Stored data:
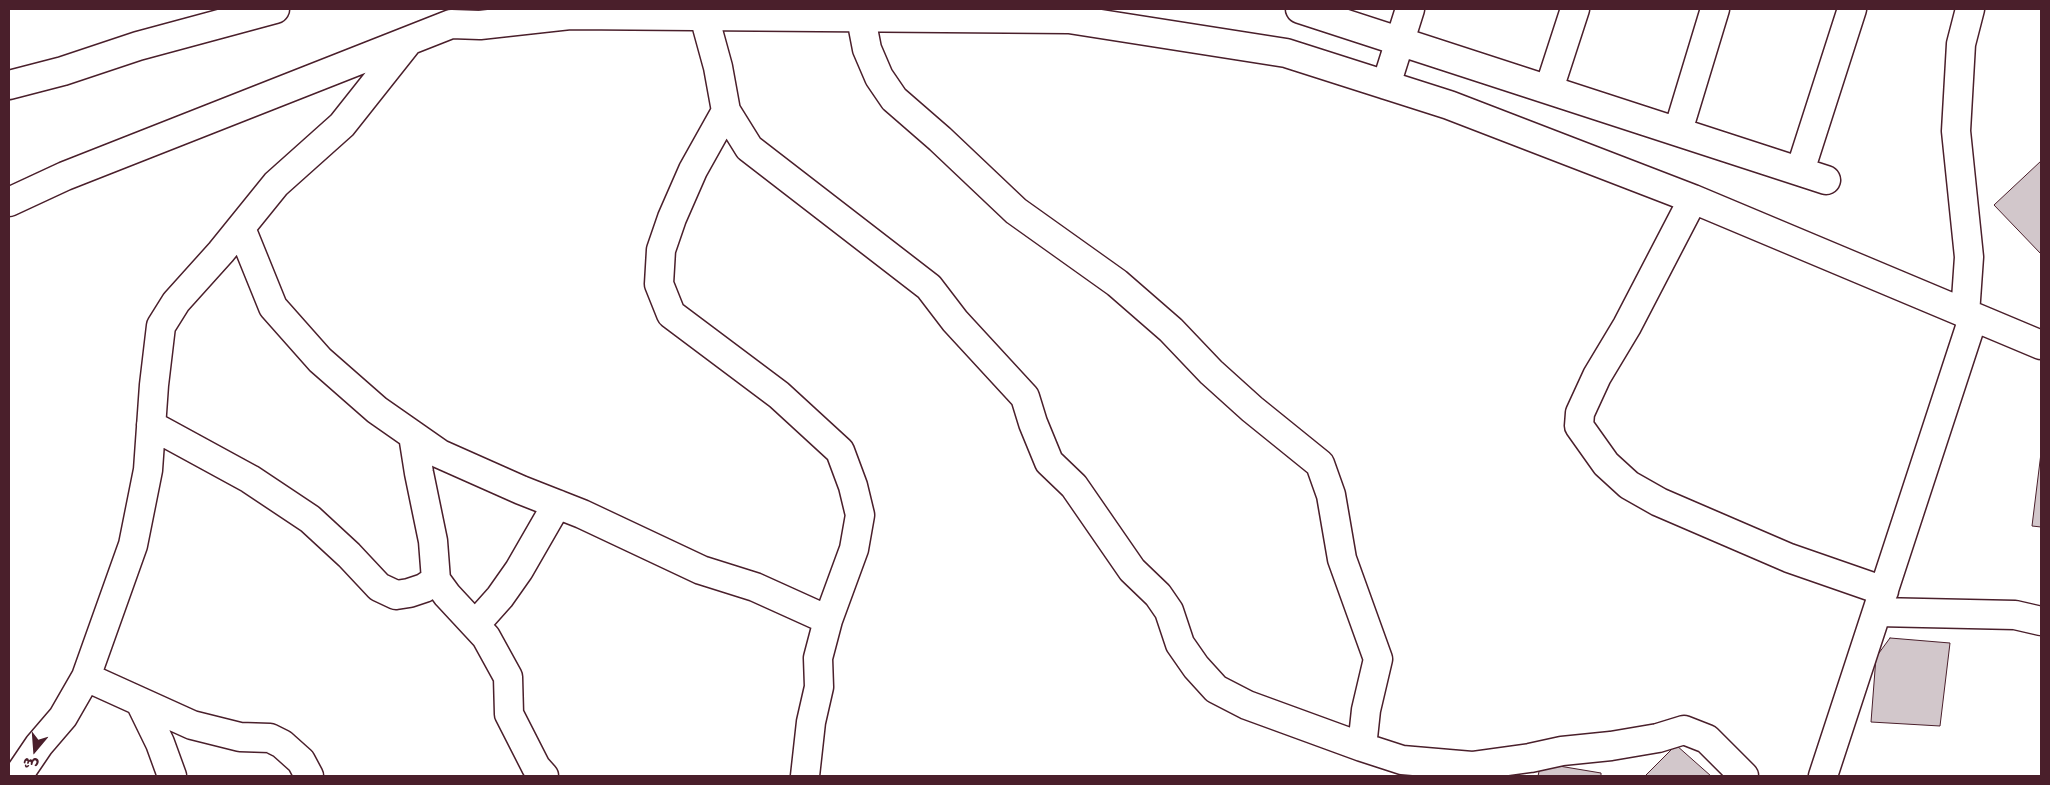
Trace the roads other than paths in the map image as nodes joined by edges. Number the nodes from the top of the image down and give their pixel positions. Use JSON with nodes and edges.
{"nodes":[{"id":1,"x":275,"y":9,"type":"edge"},
{"id":2,"x":1300,"y":9,"type":"edge"},
{"id":3,"x":1410,"y":9,"type":"edge"},
{"id":4,"x":1575,"y":9,"type":"edge"},
{"id":5,"x":1715,"y":9,"type":"edge"},
{"id":6,"x":1852,"y":9,"type":"edge"},
{"id":7,"x":1970,"y":9,"type":"edge"},
{"id":8,"x":565,"y":12,"type":"edge"},
{"id":9,"x":1043,"y":14,"type":"edge"},
{"id":10,"x":453,"y":16,"type":"edge"},
{"id":11,"x":704,"y":16,"type":"junction"},
{"id":12,"x":861,"y":18,"type":"junction"},
{"id":13,"x":1400,"y":40,"type":"junction"},
{"id":14,"x":408,"y":41,"type":"junction"},
{"id":15,"x":9,"y":85,"type":"edge"},
{"id":16,"x":1386,"y":85,"type":"junction"},
{"id":17,"x":1549,"y":89,"type":"junction"},
{"id":18,"x":726,"y":111,"type":"junction"},
{"id":19,"x":1678,"y":131,"type":"junction"},
{"id":20,"x":1800,"y":171,"type":"junction"},
{"id":21,"x":1826,"y":180,"type":"dead end"},
{"id":22,"x":1693,"y":199,"type":"junction"},
{"id":23,"x":9,"y":202,"type":"edge"},
{"id":24,"x":241,"y":228,"type":"junction"},
{"id":25,"x":1969,"y":316,"type":"junction"},
{"id":26,"x":2041,"y":345,"type":"edge"},
{"id":27,"x":151,"y":425,"type":"junction"},
{"id":28,"x":413,"y":435,"type":"junction"},
{"id":29,"x":557,"y":504,"type":"junction"},
{"id":30,"x":436,"y":580,"type":"junction"},
{"id":31,"x":1881,"y":602,"type":"junction"},
{"id":32,"x":828,"y":620,"type":"junction"},
{"id":33,"x":2041,"y":621,"type":"edge"},
{"id":34,"x":475,"y":625,"type":"junction"},
{"id":35,"x":86,"y":677,"type":"junction"},
{"id":36,"x":140,"y":702,"type":"junction"},
{"id":37,"x":1362,"y":747,"type":"junction"},
{"id":38,"x":18,"y":776,"type":"edge"},
{"id":39,"x":172,"y":776,"type":"edge"},
{"id":40,"x":309,"y":776,"type":"edge"},
{"id":41,"x":544,"y":776,"type":"edge"},
{"id":42,"x":805,"y":776,"type":"edge"},
{"id":43,"x":1744,"y":776,"type":"edge"},
{"id":44,"x":1824,"y":776,"type":"edge"}],
"edges":[{"from":1,"to":15,"type":"street"},
{"from":2,"to":13,"type":"street"},
{"from":3,"to":13,"type":"street"},
{"from":4,"to":17,"type":"street"},
{"from":5,"to":19,"type":"street"},
{"from":6,"to":20,"type":"street"},
{"from":7,"to":25,"type":"street"},
{"from":8,"to":10,"type":"street"},
{"from":8,"to":11,"type":"street"},
{"from":9,"to":12,"type":"street"},
{"from":9,"to":16,"type":"street"},
{"from":10,"to":14,"type":"street"},
{"from":11,"to":12,"type":"street"},
{"from":11,"to":18,"type":"street"},
{"from":12,"to":37,"type":"street"},
{"from":13,"to":16,"type":"street"},
{"from":13,"to":17,"type":"street"},
{"from":14,"to":23,"type":"street"},
{"from":14,"to":24,"type":"street"},
{"from":16,"to":22,"type":"street"},
{"from":17,"to":19,"type":"street"},
{"from":18,"to":32,"type":"street"},
{"from":18,"to":37,"type":"street"},
{"from":19,"to":20,"type":"street"},
{"from":20,"to":21,"type":"street"},
{"from":22,"to":25,"type":"street"},
{"from":22,"to":31,"type":"street"},
{"from":24,"to":27,"type":"street"},
{"from":24,"to":28,"type":"street"},
{"from":25,"to":26,"type":"street"},
{"from":25,"to":31,"type":"street"},
{"from":27,"to":30,"type":"street"},
{"from":27,"to":35,"type":"street"},
{"from":28,"to":29,"type":"street"},
{"from":28,"to":30,"type":"street"},
{"from":29,"to":32,"type":"street"},
{"from":29,"to":34,"type":"street"},
{"from":30,"to":34,"type":"street"},
{"from":31,"to":33,"type":"street"},
{"from":31,"to":44,"type":"street"},
{"from":32,"to":42,"type":"street"},
{"from":34,"to":41,"type":"street"},
{"from":35,"to":36,"type":"street"},
{"from":35,"to":38,"type":"street"},
{"from":36,"to":39,"type":"street"},
{"from":36,"to":40,"type":"street"},
{"from":37,"to":43,"type":"street"}]}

[HOW TO COMPLETE THIS TASK] When a line in the data holds the word "edges", show that line.

[SOLUTION TO THE PROBLEM]
Trace the roads other than paths in the map image as nodes joined by edges. Number the nodes from the top of the image down and give their pixel positions. Use JSON with nodes and edges.
"edges":[{"from":1,"to":15,"type":"street"},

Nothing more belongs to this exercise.